The airline began as Kiwi Travel Air Charters in July 1994, operating weekly charters between Hamilton, New Zealand and Brisbane, Australia, using a leased Air Nauru Boeing 737-400. In December 1994, charters were operated to Brisbane, Tonga and Western Samoa. The network was expanded in April 1995 to include Queensland coastal cities, including the Gold Coast, Cairns, Townsville and Rockhampton. The last charter flight was operated on 27 August 1995, following the commencement of scheduled services.

==Scheduled flights==
Following the issue of the necessary government permits, Kiwi Travel International Airlines commenced scheduled flights between Hamilton and Sydney using a leased Boeing 727-200 on 23 August 1995. The 727 was operated on behalf of Kiwi by AvAtlantic of the United States, who also held the air operator's certificate on behalf of the airline. Flights were operated from the New Zealand cities of Hamilton and Dunedin. Due to the short runways at these airports, the aircraft could only take on limited fuel due to weight restrictions and needed to land in Auckland and Christchurch respectively to take on more fuel before making the trans-Tasman crossing. The airline offered full economy services as well as no frills "Peanuts and Cola"-class fares.

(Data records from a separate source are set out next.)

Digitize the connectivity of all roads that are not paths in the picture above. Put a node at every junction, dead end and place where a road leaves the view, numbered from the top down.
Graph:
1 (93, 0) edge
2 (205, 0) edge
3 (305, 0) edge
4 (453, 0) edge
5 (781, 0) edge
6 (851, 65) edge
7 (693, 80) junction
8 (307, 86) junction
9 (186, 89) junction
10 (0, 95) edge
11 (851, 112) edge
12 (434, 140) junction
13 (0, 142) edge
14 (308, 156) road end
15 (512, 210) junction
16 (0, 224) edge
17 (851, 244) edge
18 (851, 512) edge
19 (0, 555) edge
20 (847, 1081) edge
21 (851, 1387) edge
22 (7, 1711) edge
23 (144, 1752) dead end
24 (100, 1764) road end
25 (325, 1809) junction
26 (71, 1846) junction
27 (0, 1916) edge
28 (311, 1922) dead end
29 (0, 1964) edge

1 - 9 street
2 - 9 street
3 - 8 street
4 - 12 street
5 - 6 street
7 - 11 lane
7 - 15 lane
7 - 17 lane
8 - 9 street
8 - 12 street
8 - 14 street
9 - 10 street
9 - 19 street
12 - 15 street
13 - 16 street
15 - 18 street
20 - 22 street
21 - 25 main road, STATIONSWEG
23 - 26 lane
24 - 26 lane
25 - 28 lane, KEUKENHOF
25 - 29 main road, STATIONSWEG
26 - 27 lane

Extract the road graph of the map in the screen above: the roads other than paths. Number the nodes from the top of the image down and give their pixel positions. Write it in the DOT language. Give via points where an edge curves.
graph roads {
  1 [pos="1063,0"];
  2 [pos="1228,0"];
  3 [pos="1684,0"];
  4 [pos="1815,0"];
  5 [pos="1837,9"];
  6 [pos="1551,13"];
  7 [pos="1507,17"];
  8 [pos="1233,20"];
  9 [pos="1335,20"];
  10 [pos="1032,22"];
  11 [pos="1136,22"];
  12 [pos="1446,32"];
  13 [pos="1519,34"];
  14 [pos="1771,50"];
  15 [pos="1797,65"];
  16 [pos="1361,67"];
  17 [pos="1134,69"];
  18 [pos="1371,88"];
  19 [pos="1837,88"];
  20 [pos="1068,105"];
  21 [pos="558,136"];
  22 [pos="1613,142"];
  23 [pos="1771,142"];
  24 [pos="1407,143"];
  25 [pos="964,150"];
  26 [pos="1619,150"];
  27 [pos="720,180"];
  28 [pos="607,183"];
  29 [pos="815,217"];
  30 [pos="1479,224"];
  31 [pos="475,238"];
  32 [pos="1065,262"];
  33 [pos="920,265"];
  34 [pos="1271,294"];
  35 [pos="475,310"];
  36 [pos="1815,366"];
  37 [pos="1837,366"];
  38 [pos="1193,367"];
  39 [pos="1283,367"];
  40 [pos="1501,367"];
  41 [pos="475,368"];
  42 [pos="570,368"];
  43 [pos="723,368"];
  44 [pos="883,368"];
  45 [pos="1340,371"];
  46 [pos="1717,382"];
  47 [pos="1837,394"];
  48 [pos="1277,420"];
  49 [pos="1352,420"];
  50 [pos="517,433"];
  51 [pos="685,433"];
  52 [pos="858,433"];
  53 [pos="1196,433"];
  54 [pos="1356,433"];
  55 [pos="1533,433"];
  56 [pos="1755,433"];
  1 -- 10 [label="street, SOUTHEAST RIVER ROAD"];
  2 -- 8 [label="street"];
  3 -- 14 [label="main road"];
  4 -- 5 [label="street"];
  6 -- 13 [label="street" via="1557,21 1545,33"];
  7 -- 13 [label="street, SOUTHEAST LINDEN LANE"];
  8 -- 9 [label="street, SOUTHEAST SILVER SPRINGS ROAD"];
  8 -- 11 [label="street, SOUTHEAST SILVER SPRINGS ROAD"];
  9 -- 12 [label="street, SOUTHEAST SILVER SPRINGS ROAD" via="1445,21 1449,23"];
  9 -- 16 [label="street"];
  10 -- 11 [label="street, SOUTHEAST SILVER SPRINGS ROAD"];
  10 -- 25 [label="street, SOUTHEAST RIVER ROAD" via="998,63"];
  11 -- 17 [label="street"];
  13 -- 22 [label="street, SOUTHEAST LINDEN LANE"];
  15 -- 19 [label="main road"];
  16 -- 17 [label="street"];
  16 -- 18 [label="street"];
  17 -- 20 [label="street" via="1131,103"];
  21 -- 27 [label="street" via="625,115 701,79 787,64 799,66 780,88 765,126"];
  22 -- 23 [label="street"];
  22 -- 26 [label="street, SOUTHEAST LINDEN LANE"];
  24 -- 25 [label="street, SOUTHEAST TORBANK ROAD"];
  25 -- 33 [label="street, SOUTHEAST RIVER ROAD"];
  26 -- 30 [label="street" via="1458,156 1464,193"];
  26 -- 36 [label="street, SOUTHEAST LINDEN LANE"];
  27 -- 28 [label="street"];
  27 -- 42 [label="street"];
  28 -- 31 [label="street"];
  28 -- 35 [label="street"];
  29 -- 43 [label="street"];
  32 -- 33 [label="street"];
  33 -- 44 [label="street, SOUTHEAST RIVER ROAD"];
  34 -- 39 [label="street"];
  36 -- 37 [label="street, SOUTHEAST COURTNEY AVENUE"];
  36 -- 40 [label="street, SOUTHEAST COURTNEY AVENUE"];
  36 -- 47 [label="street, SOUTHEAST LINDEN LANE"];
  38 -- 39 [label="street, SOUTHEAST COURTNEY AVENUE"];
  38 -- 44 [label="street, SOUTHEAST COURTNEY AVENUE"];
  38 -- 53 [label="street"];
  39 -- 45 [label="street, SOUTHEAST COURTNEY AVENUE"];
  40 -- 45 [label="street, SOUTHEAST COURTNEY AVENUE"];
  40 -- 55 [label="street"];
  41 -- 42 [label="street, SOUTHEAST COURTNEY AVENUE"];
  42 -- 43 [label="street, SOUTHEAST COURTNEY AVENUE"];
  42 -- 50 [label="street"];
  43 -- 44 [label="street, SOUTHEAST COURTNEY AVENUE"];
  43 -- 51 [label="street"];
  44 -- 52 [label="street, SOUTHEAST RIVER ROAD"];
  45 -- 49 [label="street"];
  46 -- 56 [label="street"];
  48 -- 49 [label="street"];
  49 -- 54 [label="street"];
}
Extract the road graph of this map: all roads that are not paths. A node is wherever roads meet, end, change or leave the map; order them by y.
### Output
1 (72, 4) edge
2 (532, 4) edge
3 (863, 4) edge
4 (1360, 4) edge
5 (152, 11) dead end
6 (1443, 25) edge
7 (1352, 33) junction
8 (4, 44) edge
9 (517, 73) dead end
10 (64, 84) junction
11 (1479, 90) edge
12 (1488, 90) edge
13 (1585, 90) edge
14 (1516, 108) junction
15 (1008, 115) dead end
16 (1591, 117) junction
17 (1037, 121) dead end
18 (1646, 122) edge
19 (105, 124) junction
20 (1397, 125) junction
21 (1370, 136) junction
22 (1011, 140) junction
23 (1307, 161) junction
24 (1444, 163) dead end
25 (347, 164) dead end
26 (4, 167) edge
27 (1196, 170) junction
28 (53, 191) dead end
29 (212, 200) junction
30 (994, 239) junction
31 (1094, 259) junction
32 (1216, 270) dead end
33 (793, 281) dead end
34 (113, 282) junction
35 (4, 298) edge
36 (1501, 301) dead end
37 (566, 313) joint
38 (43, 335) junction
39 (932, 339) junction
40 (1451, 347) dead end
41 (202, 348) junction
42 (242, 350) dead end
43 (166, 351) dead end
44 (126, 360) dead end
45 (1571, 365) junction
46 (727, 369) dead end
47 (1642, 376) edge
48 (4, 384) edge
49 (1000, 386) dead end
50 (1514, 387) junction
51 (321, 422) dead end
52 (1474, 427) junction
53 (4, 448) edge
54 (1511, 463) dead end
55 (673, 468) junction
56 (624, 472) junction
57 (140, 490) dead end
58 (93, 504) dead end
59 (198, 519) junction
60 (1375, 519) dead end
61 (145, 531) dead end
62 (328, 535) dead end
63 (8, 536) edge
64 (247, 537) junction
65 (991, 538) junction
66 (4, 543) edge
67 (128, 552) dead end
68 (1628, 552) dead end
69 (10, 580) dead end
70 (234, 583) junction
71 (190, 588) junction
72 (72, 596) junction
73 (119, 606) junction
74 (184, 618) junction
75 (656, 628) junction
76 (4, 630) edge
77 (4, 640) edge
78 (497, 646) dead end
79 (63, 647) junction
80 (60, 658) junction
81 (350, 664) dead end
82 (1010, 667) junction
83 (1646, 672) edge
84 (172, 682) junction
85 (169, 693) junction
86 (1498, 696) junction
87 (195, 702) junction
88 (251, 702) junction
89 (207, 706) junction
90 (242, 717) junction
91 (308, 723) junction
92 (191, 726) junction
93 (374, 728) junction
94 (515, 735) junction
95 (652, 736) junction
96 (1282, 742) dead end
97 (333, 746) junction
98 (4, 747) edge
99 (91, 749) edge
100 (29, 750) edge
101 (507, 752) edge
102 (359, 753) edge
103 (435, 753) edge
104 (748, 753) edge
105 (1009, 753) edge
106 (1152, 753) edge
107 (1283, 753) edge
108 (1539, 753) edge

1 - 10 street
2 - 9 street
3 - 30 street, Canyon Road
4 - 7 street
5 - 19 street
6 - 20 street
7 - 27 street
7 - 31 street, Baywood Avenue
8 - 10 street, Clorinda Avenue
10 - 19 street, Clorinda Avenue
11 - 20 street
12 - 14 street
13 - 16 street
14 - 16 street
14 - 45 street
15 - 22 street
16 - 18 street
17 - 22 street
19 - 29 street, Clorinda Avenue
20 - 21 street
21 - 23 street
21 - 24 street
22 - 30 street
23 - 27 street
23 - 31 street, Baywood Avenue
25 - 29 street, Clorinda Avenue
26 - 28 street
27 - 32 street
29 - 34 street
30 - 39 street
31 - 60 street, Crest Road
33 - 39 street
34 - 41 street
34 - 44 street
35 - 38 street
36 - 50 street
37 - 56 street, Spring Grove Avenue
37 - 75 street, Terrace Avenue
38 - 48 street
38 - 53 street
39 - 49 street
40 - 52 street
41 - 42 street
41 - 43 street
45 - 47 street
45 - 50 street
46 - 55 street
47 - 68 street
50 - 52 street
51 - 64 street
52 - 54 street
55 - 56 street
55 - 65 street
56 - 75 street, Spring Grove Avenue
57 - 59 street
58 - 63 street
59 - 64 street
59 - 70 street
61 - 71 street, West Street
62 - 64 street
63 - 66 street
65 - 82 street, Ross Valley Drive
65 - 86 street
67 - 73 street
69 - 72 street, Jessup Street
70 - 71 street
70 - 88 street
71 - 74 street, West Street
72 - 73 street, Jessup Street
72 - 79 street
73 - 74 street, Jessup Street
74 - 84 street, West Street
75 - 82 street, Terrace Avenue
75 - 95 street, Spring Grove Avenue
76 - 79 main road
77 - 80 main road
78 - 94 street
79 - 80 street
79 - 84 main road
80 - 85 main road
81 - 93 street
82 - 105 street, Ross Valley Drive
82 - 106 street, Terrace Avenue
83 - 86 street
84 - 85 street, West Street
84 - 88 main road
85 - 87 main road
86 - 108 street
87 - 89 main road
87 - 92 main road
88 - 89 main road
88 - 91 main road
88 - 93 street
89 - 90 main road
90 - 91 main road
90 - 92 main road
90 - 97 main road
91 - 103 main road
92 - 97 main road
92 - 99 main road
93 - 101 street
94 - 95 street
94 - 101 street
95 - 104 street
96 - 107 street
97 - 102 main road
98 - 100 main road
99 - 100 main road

==Competition, route expansion and fleet changes==
By the end of 1995, Air New Zealand had established Freedom Air via its subsidiary Mount Cook Airline and operated in direct competition with Kiwi, offering the same routes and a similar fare structure. In early 1996, Kiwi replaced its Boeing 727 with a leased Boeing 757 from the United Kingdom based company Air 2000, later replaced by a Boeing 737. Freedom Air also operated a Boeing 737. Kiwi added a second aircraft, an Airbus A320, and expanded its network to include Christchurch and the Australian cities of Melbourne and Perth. By September 1996, trans-Tasman fares reached historic lows of $199 for return tickets between Melbourne/Christchurch and Melbourne/Hamilton.

==Financial troubles and liquidation==
Following intense competition with Freedom Air and a series of financial difficulties, Kiwi Travel International Airlines went into voluntary liquidation on 9 September 1996. Passengers on both sides of the Tasman Sea were stranded. In Brisbane, the company's Boeing 737 and Airbus A320 were taken by Airservices Australia in lieu of unpaid aviation fees. They were eventually returned to their owners.

Ewan Wilson was CEO and was later convicted on four counts of fraud. Wilson was later involved in Kiwi Regional Airlines.